ORAN - Venez faire la fête de la bande dessinée à partir du samedi 22 mars à l’Institut Français

Le rendez-vous incontournable de la bande dessinée à Oran, aura lieu cette année fin mars pendant les vacances scolaires afin de vous accueillir encore plus nombreux.
Cette année, nous vous invitons à découvrir la richesse et la diversité de la bande dessinée en France, en Algérie et dans le monde en parcourant différentes expositions. L’une d’elles sera consacrée à l’un des plus grands héros de BD de tous les temps, « Corto Maltese », et nous accueillerons aussi les « Déchaînés », une exposition qui présentera les planches du troisième album collectif de jeunes auteurs algériens. Jacques Ferrandez nous présentera aussi les planches de son dernier album : L’étranger.
Des auteurs BD français seront invités pour nous faire part de leurs créations en cours et rencontrer les jeunes dessinateurs algériens. Plusieurs conférences seront aussi proposées sur des thèmes divers comme, « Tintin ou cinquante ans d’histoire du XXe siècle », « un aperçu de la bande dessinée française », « des origines à nos jours », « Corto Maltese et l’imaginaire occidental de l’aventure ».
En parallèle des ateliers dessins, des projections de films, et des rencontres d’auteurs seront également organisées.
Alors à vos crayons !

PROGRAMME

Samedi 22 mars
  • 10h à 12h – 14h à 16h : Atelier dessin avec l’auteur Baptiste Delieutraz alias Baba (Juniors à partir de 8 ans). Un atelier pour tout apprendre sur les différentes étapes et notions de l’élaboration d’une BD mise en scène, plans et angles de vue, expressions et onomatopées, scénario, découpage et dialogues. Baptiste Baba Delieutraz, est diplômé de l’école Emile Cohl. Il lance en septembre 2006 avec ses compagnons Lapuss’ et Tartuff la série « Le Piou » dans le journal de Spirou. En septembre 2008, il sort avec la même équipe son premier album au titre évocateur Super Blagues - Finie la Rigolade dont le tome 2 Abus de Pouvoirs arrive quelques mois après en juin 2009. Puis après 3 ans de couveuse, « Le Piou » sort enfin de son oeuf sous la forme d’un bel album aux Éditions Dupuis. Site Internet : baba.over-blog.net
  • 16h : « Corto Maltese, la création d’un mythe » conférence de Michel Pierre Créé en 1967 par le dessinateur Hugo Pratt (1927-1995), le personnage de Corto Maltese est peu à peu devenu l’un des plus grands succès de la bande dessinée.
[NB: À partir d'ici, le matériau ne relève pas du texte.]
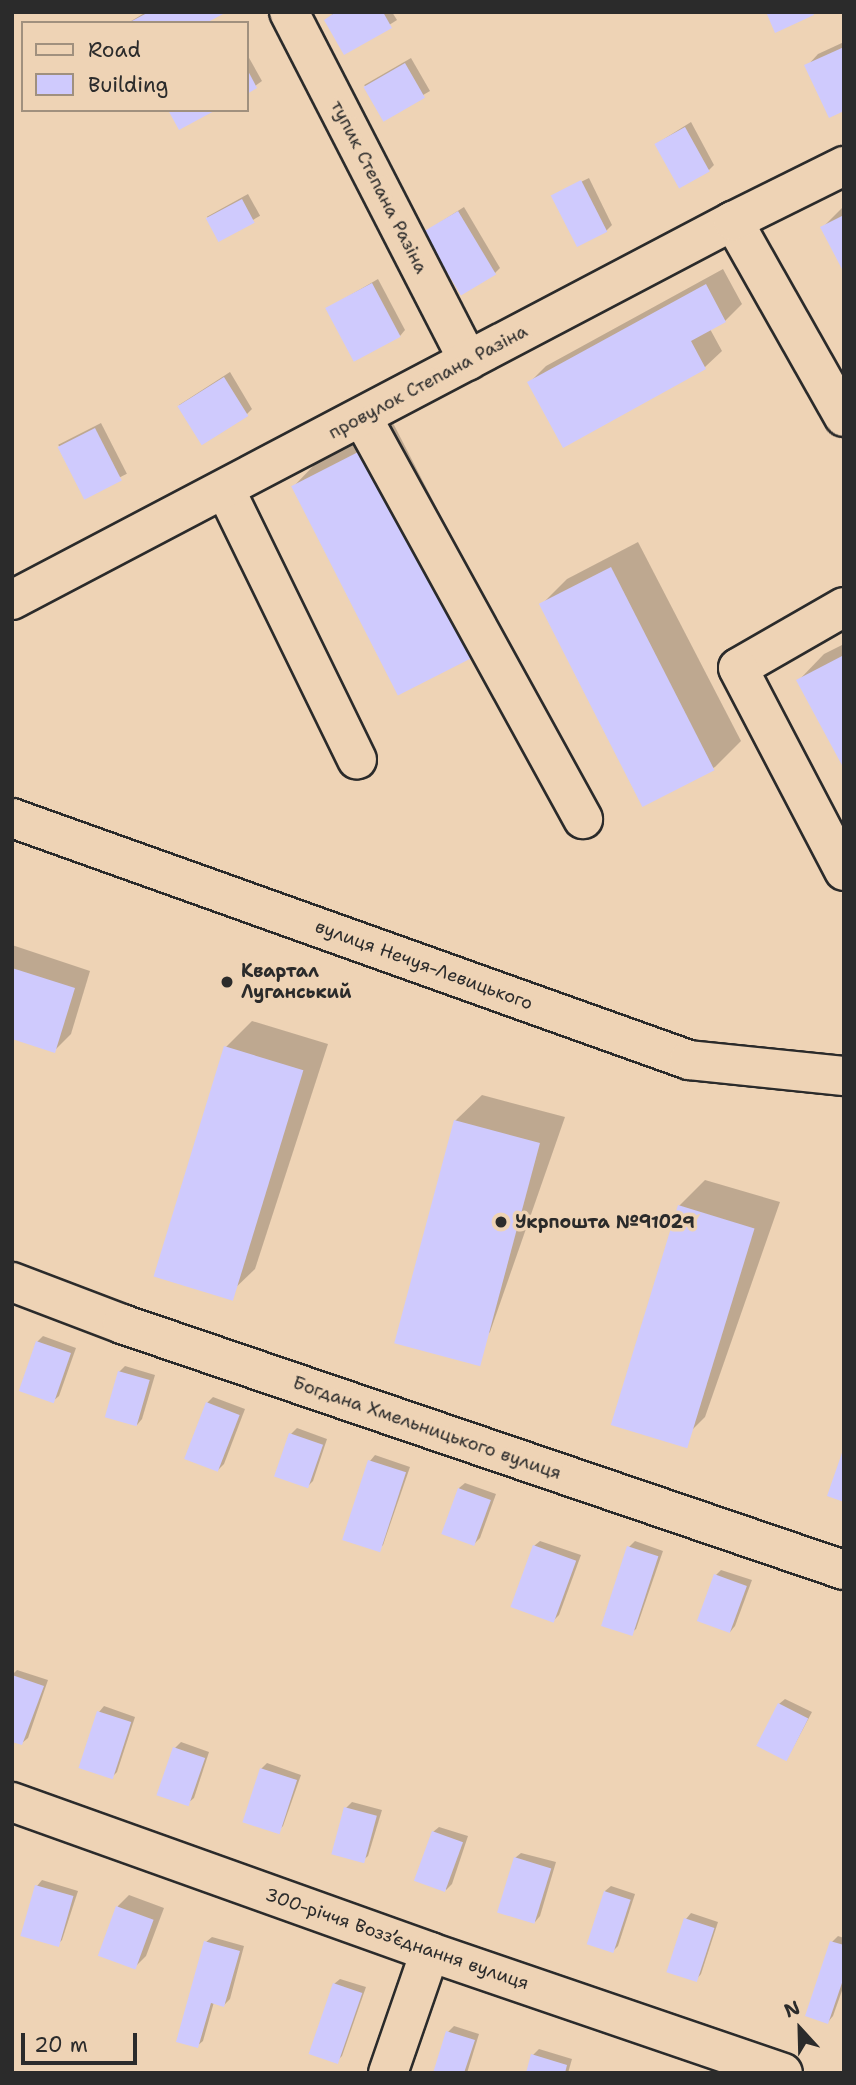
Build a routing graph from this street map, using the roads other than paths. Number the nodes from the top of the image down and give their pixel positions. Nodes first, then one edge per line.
1 (289, 12) edge
2 (844, 166) edge
3 (733, 221) junction
4 (468, 361) junction
5 (362, 417) junction
6 (844, 417) edge
7 (225, 489) junction
8 (12, 600) edge
9 (844, 607) edge
10 (357, 760) dead end
11 (12, 818) edge
12 (583, 819) dead end
13 (844, 871) edge
14 (844, 1076) edge
15 (12, 1282) edge
16 (844, 1570) edge
17 (12, 1802) edge
18 (430, 1952) junction
19 (388, 2073) edge
20 (783, 2073) edge

1 - 4 street, тупик Степана Разіна
2 - 3 street, провулок Степана Разіна
3 - 4 street, провулок Степана Разіна
3 - 6 street
4 - 5 street, провулок Степана Разіна
5 - 7 street, провулок Степана Разіна
5 - 12 street
7 - 8 street, провулок Степана Разіна
7 - 10 street
9 - 13 street
11 - 14 street, вулиця Нечуя-Левицького
15 - 16 street, Богдана Хмельницького вулиця
17 - 18 street, 300-річчя Возз’єднання вулиця
18 - 19 street
18 - 20 street, 300-річчя Возз’єднання вулиця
Dans cette conférence, l’historien Michel Pierre qui a été ami et collaborateur d’Hugo Pratt propose d’analyser son oeuvre tant d’un point de vue graphique que sur le plan du récit, des influences reçues et des ambitions voulues. Il s’agit aussi de comprendre pourquoi Corto Maltese, héros de papier est devenu un mythe, un modèle, une légende qui perdure vingt ans après la mort de son créateur. Michel Pierre, auteur, professeur agrégé d’histoire,
  • 17h : Vernissage de l’exposition dessin « Les Voyages imaginaires de Corto- Maltese »
Lundi 24 mars
  • 10h à 12h - 14h à 16h : Atelier dessin par l’auteur Faiza Benaouda (Juniors à partir de 8 ans). Un atelier BD pour découvrir les bases du dessin « Mangas », « Comics » et « Toons » et apprendre à développer votre créativité. Un moment privilégié où chacun développera son univers humoristique, fantastique ou réaliste.
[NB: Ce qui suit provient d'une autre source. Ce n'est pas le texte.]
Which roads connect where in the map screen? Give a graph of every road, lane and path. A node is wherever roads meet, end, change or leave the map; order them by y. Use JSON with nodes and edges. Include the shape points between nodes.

  • 17h : Projection du film « Sous les bulles, l’autre visage de la Bande Dessinée », réalisé par Maiana Bidegain (Documentaire France 60’). Une enquête inédite dans l’univers de la Bande Dessinée franco-belge pour en découvrir la réalité économique contrastée, à travers ses différents acteurs. Entre « succès stories » et « angoisses » face à un secteur en pleine mutation, face à la concurrence des comics et surtout des mangas, un monde se révèle, beaucoup plus féroce et fragile que l’on aurait pu l’imaginer.
Mardi 25 mars
  • 14h à 16h : Atelier colorisation numérique par Nime (Adultes). Pour tout comprendre sur la dernière étape de mise en couleur numérique, à l’aide d’un logiciel de traitement d’image. Nime auteur oranais et membre de CREATURE >
  • 16h30 : Rencontre avec les jeunes bédéistes de l’album « Les déchaînés ». Après « Les monstres » voici le nouvel album collectif réalisé dans le cadre du FIBDA. Les « déchaînés » relient un parcours perceptiblement humain et dérisoire, de l’âme enfantine jusqu’au plus noir de l’humain.
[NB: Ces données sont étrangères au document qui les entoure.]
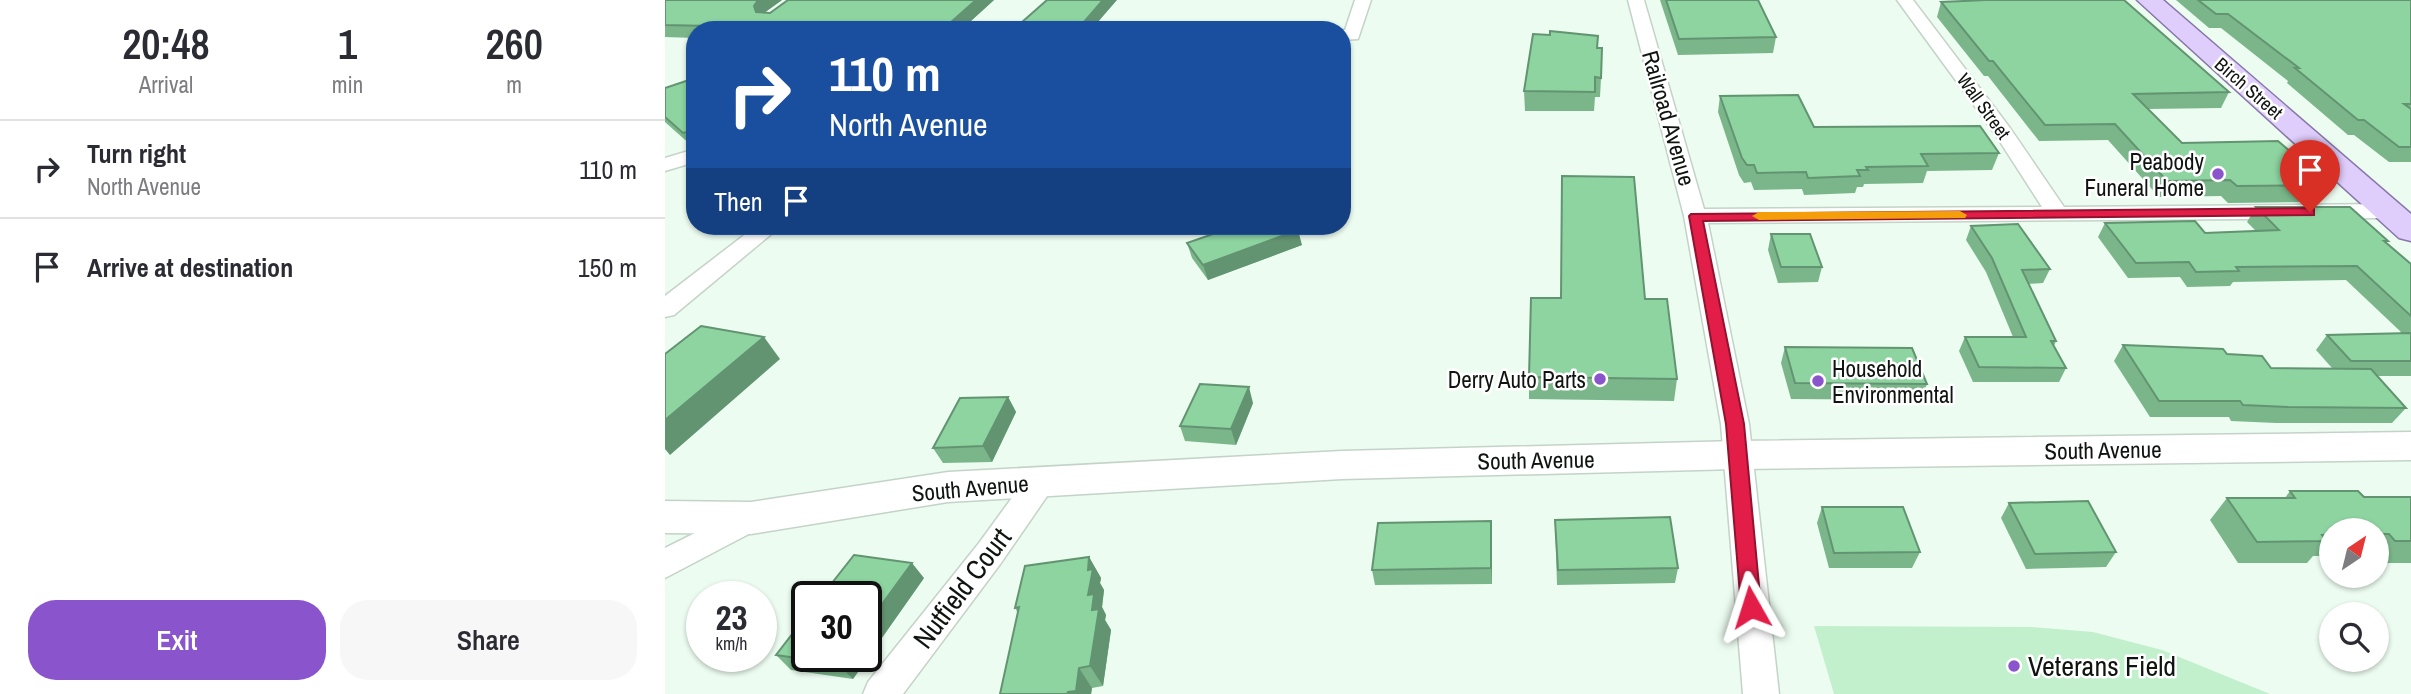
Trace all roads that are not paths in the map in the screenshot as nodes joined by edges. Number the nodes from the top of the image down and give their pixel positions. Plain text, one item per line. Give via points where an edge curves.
1 (1363, 0) edge
2 (1636, 0) edge
3 (1905, 0) edge
4 (2149, 0) edge
5 (1351, 35) edge
6 (686, 158) edge
7 (665, 165) edge
8 (2388, 211) junction
9 (2059, 215) junction
10 (1695, 216) junction
11 (2411, 231) edge
12 (759, 235) edge
13 (665, 309) edge
14 (2411, 446) edge
15 (1737, 455) junction
16 (1041, 481) junction
17 (665, 517) edge
18 (751, 518) junction
19 (665, 564) edge
20 (881, 694) edge
21 (1761, 694) edge

1 - 5 street
2 - 10 street, Railroad Avenue
3 - 9 street, Wall Street
4 - 8 main road, Birch Street
6 - 7 street
8 - 9 street
8 - 11 main road, Birch Street
9 - 10 street
10 - 15 street, Railroad Avenue
12 - 13 street
14 - 15 street, South Avenue
15 - 16 street, South Avenue via 1342,465
15 - 21 street, Railroad Avenue
16 - 18 street, South Avenue via 948,487
16 - 20 street, Nutfield Court
17 - 18 street, South Avenue
18 - 19 street

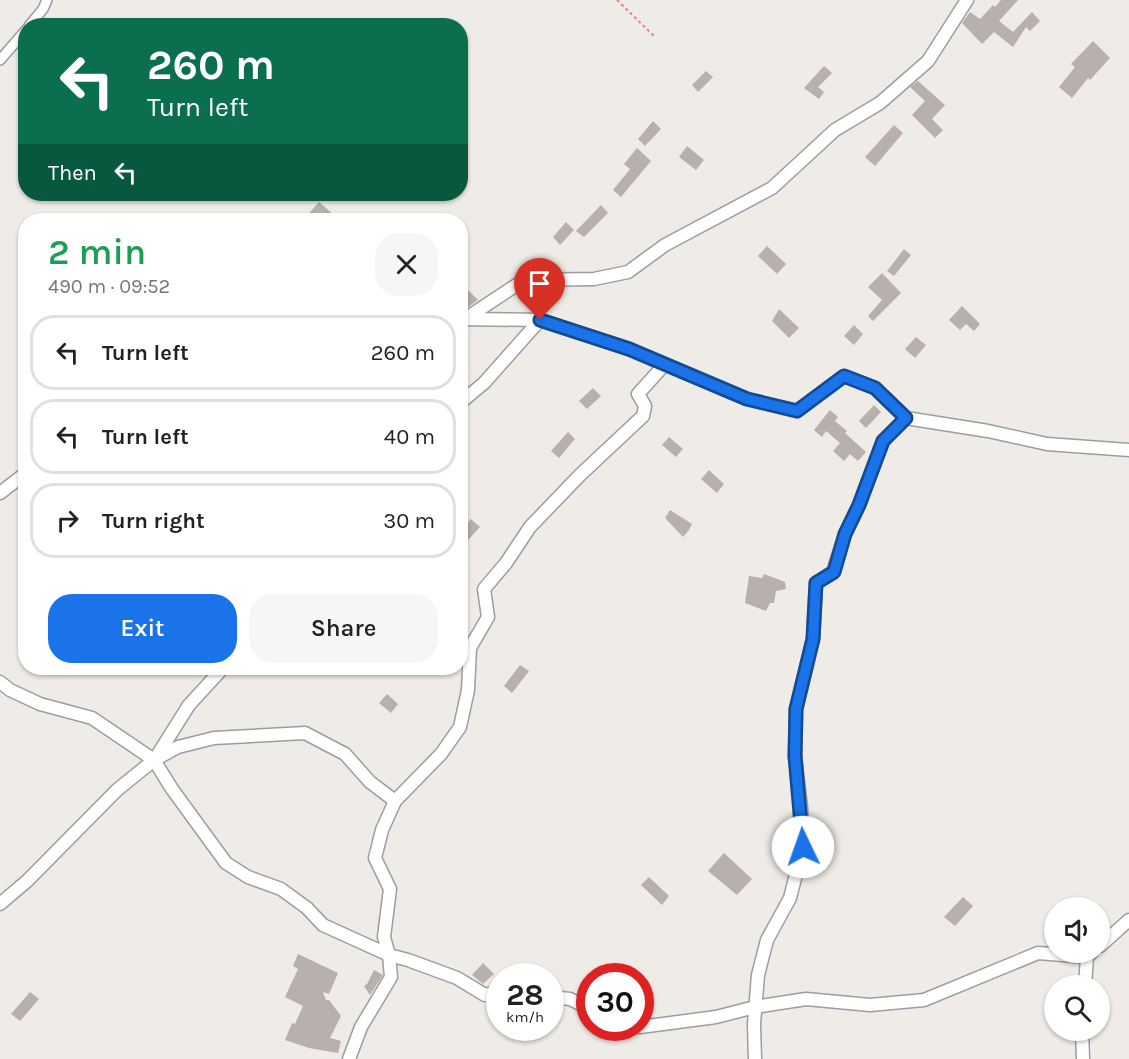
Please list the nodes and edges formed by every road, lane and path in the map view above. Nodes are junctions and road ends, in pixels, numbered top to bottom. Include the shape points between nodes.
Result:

  • 17h : Vernissage de l’exposition « Les déchaînés » suivie d’une séance de dédicace.
Jeudi 27 mars
  • 10h à 12h / 14h à 16h : Atelier d’écriture BD par Gilles Kraemer (Adultes) Pour mieux comprendre les règles narratives, et les diverses formes et techniques d’écriture scénaristique. Gilles Kraemer, auteur et journaliste, chercheur en sciences de l’information, spécialiste de la presse francophone.
  • 16h : Rencontre autour du projet d’écriture et de la bande dessinée « Le tombeau perdu d’Alexandre le Grand ». Et si on retrouvait enfin le tombeau d’Alexandre le Grand dont on a perdu la trace ? Le journaliste Omar Le-Chéri, clin d’oeil au grand acteur mondialement connu Omar Sharif, mène l’enquête dans la cité d’Alexandrie. L’archéologue Jean-Yves Empereur passe ainsi en revue, avec de riches illustrations, les différentes hypothèses sur l’emplacement de la tombe. En Egypte ? En Grèce ? Gilles Kraemer, auteur et journaliste, a écrit l’histoire d’Omar Le-Chéri lorsqu’il vivait au Caire. Il en a tiré un scénario en 1995 qui a dormi dans les tiroirs jusqu’à la rencontre d’un dessinateur à Sarajevo Damir Nikši. Cette bande dessinée est maintenant un album est aussi régulièrement publié dans la presse écrite. Le Quotidien d’Oran partenaire de notre évènement a publié toutes les planches de cet album dans les pages culturelles.
  • 17h : Vernissage de l’exposition « Le tombeau perdu d’Alexandre le Grand » de Gilles Kraemer, suivie d’une séance de dédicace.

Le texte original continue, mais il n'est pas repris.